High-current water electrolysis performance of metal phosphides grafted on porous 3D N-doped graphene prepared without using phosphine

Abstract

[EN] Development of efficient and stable electrodes for hydrogen and oxygen evolution from water constituted of abundant elements and prepared by sustainable and scalable procedures is of considerable importance for producing green hydrogen from renewable electricity. Herein, a method for the preparation of Ni2P, Fe2P, and FeP supported on N-doped graphene (NiP/NG and FeP/NG) is reported.
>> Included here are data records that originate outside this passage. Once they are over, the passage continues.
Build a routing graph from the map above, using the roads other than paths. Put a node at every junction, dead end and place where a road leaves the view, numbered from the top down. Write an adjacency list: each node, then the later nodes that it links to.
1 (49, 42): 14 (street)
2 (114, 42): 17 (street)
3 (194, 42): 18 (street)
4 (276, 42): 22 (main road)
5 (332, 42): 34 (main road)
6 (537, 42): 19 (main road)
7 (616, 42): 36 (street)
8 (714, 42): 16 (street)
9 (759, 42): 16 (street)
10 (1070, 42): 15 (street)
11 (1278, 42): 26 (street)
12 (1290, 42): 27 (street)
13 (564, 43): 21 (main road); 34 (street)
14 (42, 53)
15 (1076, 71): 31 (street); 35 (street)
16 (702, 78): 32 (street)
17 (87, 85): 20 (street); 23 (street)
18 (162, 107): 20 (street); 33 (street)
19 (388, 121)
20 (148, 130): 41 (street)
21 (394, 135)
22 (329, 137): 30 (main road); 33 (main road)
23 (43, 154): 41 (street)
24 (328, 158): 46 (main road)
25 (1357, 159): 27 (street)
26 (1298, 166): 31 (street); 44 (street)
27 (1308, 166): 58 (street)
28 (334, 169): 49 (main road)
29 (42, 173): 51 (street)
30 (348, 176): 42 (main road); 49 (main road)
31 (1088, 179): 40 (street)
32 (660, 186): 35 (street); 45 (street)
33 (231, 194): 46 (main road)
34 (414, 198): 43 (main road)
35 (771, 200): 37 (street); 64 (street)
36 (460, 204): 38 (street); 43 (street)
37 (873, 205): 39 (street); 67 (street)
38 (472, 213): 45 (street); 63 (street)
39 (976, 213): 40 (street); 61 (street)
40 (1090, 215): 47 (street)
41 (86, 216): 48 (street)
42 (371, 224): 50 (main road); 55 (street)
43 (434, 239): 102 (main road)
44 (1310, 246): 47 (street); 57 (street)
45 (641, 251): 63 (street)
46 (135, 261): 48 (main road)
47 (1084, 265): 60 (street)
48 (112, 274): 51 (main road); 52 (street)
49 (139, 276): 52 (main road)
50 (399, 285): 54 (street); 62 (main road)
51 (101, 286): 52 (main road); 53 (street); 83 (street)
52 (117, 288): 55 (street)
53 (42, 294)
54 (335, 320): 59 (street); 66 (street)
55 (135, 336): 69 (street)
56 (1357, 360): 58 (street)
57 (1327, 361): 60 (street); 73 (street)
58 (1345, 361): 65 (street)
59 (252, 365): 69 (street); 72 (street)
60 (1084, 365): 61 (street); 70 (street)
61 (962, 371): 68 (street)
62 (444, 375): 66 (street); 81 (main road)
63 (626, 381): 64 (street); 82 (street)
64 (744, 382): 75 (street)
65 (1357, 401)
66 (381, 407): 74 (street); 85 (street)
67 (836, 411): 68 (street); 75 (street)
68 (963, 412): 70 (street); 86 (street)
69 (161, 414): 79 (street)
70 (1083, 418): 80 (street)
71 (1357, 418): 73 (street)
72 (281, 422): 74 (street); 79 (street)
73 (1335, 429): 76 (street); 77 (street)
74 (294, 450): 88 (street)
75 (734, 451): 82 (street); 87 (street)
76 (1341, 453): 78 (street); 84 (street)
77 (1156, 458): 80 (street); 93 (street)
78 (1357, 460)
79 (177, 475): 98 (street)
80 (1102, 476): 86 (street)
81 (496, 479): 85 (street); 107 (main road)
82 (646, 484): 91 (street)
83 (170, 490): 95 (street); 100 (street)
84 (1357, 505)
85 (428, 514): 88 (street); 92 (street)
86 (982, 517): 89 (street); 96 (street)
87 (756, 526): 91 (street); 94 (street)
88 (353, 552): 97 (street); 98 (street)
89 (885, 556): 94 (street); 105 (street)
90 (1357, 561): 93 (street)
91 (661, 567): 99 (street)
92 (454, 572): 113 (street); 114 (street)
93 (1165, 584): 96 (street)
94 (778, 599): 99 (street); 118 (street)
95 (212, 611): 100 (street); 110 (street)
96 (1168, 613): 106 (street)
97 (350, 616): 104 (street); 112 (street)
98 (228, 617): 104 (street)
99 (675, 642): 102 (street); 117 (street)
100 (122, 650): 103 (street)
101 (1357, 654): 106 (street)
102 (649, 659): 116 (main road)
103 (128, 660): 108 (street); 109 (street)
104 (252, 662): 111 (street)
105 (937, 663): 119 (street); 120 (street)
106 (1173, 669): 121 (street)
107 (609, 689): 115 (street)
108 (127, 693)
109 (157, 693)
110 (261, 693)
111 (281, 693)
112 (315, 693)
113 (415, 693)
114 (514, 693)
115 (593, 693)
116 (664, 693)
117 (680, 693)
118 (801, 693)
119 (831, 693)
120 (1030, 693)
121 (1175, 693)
The procedure uses metal salts, phosphorous oxide, and chitosan as precursors of metal phosphide and N-doped graphene, avoiding the use of undesirable and hazardous precursors, such as PH3 or NaH2PO2, and rendering a material with a strong metal phosphide-graphene interaction. Moreover, NiP/NG and FeP/NG electrodes are demonstrated to be more efficient than the benchmark catalysts Pt/C and RuO2, for hydrogen evolution reaction and oxygen evolution reaction, respectively, at a large current density (300 mA/cm(2)). In addition, water electrolysis was carried out using NiP/NG//FeP/NG electrodes, also demonstrating improved efficiency and stability compared with Pt/C//RuO2 at a current density (400 mA/cm(2)) near industrial requirements.